Work instructions:
Check each line of the entries below for the word "Isaac", then report how many have it, with no other words.
___ Material shown
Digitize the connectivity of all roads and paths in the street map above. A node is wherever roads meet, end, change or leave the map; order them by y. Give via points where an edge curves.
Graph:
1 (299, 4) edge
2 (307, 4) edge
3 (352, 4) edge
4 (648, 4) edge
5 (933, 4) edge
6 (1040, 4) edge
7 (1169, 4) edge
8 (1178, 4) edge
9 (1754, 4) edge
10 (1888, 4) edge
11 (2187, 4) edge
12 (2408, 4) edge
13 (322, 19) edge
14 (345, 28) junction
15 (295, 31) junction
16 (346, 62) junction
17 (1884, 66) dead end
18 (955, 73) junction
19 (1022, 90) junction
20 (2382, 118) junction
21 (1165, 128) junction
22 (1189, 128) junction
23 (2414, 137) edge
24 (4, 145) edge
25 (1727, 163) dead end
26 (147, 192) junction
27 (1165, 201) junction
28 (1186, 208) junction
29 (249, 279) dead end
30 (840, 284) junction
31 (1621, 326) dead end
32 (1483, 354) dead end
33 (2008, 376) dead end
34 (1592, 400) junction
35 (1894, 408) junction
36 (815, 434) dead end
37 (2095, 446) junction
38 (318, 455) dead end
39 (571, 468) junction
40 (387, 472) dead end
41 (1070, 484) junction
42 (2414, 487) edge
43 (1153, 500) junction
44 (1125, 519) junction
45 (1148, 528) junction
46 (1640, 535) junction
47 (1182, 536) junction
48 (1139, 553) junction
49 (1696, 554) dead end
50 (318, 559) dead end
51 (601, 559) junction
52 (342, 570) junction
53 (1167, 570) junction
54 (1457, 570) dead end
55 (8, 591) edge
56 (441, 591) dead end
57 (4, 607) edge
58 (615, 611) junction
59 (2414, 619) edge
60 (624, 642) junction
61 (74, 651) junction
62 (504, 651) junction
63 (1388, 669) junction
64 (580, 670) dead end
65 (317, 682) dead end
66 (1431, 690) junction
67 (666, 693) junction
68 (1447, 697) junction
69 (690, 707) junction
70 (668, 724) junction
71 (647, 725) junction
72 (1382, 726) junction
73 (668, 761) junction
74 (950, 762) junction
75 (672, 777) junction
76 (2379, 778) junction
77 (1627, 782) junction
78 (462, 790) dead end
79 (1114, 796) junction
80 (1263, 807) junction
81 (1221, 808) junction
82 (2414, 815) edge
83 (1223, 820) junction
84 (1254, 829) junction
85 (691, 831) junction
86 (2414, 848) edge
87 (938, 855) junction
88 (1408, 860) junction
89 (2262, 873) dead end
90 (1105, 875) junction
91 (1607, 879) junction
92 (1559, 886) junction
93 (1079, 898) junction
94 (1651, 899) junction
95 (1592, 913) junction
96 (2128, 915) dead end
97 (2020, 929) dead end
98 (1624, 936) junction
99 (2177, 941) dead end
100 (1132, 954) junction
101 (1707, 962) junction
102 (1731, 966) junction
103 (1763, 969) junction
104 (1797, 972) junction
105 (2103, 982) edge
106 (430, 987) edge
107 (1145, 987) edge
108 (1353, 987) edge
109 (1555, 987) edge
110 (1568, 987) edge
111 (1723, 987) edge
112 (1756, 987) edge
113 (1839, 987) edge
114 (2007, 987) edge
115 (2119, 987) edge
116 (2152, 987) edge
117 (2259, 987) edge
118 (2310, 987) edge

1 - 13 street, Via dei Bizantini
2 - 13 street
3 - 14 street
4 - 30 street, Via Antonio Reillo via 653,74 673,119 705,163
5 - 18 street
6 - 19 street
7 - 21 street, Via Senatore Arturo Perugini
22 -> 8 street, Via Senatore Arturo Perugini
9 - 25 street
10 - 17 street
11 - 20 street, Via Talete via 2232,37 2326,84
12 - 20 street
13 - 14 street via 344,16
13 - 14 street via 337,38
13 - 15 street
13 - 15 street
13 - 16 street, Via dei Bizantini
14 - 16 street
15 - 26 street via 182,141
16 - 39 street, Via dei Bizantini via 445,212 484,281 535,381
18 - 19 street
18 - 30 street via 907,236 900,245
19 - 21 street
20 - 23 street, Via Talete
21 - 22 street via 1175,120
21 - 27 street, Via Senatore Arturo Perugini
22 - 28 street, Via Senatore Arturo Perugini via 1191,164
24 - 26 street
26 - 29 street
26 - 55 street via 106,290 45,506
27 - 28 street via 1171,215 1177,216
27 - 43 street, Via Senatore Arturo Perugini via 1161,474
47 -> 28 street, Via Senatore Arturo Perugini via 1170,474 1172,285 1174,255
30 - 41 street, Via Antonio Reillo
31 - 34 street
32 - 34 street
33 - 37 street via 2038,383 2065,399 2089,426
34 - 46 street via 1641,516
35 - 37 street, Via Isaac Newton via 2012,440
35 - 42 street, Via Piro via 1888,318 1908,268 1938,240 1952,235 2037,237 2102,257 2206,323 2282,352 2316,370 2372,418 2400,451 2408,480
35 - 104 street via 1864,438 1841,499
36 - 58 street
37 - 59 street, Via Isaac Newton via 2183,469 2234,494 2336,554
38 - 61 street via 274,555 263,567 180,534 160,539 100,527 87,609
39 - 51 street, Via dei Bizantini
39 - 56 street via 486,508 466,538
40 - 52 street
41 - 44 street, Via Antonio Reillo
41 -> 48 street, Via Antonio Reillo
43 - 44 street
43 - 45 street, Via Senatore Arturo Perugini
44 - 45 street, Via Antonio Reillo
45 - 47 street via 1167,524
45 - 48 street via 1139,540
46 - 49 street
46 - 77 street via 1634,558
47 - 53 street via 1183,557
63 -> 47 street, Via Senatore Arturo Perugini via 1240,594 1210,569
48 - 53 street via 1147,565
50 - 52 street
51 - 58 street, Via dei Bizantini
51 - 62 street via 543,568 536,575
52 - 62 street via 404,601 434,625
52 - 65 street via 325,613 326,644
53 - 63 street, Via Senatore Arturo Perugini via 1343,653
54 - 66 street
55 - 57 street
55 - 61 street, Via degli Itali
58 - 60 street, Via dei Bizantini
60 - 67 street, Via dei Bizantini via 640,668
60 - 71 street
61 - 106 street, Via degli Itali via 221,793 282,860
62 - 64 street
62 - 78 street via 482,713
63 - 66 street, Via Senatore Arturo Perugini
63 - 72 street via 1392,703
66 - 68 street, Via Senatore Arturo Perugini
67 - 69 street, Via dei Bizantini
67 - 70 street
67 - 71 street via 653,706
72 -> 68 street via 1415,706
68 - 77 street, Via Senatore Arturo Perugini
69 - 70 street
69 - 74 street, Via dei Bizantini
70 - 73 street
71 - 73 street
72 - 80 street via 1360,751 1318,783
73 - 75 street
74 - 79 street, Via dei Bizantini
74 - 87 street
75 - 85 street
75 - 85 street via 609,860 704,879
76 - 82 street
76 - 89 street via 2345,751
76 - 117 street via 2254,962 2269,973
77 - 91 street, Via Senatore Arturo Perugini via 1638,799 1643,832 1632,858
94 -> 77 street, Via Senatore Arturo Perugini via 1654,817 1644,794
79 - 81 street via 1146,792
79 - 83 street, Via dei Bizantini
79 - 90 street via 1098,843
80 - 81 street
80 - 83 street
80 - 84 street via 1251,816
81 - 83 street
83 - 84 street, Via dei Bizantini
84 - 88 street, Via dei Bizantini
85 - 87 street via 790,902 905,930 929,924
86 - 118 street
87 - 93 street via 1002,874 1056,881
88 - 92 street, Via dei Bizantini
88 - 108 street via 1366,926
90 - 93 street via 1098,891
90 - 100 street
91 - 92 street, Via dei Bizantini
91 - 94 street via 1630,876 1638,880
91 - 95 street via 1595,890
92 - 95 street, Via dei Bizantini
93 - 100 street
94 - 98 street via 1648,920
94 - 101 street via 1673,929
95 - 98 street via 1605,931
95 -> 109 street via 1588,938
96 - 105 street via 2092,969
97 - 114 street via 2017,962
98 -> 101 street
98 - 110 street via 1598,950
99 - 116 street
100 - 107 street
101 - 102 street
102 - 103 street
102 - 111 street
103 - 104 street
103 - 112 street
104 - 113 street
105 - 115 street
______
Solution to the problem:
2